[Start of section]

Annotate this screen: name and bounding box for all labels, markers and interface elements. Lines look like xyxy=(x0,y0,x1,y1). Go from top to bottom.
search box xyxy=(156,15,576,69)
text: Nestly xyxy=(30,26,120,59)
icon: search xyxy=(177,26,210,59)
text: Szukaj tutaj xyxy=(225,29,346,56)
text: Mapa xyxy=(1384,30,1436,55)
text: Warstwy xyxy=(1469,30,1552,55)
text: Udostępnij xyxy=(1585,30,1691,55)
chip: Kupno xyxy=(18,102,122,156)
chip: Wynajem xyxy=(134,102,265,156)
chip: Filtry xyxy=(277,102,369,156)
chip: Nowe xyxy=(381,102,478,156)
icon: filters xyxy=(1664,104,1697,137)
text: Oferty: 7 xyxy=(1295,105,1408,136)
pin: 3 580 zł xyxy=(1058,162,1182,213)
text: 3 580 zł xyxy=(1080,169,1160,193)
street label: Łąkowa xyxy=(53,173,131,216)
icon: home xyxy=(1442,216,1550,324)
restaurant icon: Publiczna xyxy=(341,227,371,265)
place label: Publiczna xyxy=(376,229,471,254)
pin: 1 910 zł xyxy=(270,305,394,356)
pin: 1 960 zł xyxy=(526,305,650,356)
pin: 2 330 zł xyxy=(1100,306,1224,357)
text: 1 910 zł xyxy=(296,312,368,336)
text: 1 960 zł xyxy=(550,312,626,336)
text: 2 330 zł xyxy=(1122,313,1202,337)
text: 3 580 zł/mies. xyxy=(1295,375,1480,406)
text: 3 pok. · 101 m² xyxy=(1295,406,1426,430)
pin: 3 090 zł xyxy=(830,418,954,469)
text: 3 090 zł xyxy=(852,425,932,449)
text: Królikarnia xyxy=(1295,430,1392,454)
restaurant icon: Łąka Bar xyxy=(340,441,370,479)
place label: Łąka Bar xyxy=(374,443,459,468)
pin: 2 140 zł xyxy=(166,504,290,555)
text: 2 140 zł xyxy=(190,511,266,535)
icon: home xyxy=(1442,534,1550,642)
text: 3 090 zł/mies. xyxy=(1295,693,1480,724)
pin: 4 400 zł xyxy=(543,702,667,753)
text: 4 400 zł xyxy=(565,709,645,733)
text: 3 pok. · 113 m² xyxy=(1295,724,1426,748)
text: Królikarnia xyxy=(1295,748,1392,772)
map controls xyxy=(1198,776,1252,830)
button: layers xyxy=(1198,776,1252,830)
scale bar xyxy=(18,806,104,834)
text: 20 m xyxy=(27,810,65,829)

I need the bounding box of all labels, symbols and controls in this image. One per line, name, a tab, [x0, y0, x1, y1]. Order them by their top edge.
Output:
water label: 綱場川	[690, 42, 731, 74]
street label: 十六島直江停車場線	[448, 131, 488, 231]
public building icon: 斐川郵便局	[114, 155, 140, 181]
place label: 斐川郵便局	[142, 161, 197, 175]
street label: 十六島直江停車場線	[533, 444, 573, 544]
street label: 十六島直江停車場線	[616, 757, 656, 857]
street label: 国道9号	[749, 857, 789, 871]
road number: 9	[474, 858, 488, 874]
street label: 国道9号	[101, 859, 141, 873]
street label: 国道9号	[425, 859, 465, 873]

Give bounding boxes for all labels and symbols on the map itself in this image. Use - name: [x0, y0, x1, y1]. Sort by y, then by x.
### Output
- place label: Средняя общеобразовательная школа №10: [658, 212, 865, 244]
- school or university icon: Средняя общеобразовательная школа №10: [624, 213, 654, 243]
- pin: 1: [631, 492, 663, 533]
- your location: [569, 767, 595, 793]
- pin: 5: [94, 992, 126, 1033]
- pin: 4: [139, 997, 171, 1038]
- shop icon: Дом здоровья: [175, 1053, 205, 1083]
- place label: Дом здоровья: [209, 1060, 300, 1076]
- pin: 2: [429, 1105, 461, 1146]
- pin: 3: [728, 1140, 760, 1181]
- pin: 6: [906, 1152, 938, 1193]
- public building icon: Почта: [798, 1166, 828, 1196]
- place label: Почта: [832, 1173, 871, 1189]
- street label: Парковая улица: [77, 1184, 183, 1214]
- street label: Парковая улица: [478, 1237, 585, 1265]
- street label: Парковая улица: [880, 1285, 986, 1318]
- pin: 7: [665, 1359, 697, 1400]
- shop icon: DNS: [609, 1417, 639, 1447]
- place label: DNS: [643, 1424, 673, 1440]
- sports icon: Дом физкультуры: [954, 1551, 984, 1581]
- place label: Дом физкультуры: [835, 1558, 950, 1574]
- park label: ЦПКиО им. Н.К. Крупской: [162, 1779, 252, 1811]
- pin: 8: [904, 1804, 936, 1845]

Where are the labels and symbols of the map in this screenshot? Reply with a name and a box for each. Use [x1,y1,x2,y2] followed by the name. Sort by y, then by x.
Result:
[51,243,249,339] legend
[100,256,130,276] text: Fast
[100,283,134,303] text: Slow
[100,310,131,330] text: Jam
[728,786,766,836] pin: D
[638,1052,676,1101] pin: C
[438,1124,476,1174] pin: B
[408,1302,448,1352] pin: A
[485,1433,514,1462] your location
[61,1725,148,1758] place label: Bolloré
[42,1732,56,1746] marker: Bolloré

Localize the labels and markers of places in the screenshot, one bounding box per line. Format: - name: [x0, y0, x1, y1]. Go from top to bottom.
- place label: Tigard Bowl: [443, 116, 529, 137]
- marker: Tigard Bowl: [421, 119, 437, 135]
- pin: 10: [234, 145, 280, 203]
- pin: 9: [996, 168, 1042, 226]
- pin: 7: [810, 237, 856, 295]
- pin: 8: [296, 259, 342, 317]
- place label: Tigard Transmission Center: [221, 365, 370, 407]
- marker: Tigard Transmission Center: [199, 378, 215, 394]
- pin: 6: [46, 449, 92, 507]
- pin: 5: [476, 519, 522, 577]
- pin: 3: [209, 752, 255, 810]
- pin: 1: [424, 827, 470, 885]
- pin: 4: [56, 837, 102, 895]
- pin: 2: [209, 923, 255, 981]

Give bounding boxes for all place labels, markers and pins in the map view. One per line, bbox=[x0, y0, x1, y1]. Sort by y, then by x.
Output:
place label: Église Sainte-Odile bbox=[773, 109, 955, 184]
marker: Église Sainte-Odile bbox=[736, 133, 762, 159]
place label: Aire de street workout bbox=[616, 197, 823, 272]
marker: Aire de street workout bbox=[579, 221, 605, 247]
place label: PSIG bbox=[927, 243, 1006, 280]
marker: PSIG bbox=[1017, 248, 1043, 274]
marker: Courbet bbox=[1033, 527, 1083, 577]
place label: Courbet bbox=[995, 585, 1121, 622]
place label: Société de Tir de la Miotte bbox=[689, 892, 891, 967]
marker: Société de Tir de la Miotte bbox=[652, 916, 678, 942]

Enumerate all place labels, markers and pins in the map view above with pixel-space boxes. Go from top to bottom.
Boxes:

[End of section]

Copy out each line of the data where the string "image" appears.

__OUTPUT FOR THIS TASK__:
I need the bounding box of all labels, symbols and controls in this image. One per line, name, a tab, [x0, y0, x1, y1]. Order them by their top edge.
Give bounding boxes for all labels and symbols on the map itself in this image. Use - name: [x0, y0, x1, y1]. Sort by y, then by x.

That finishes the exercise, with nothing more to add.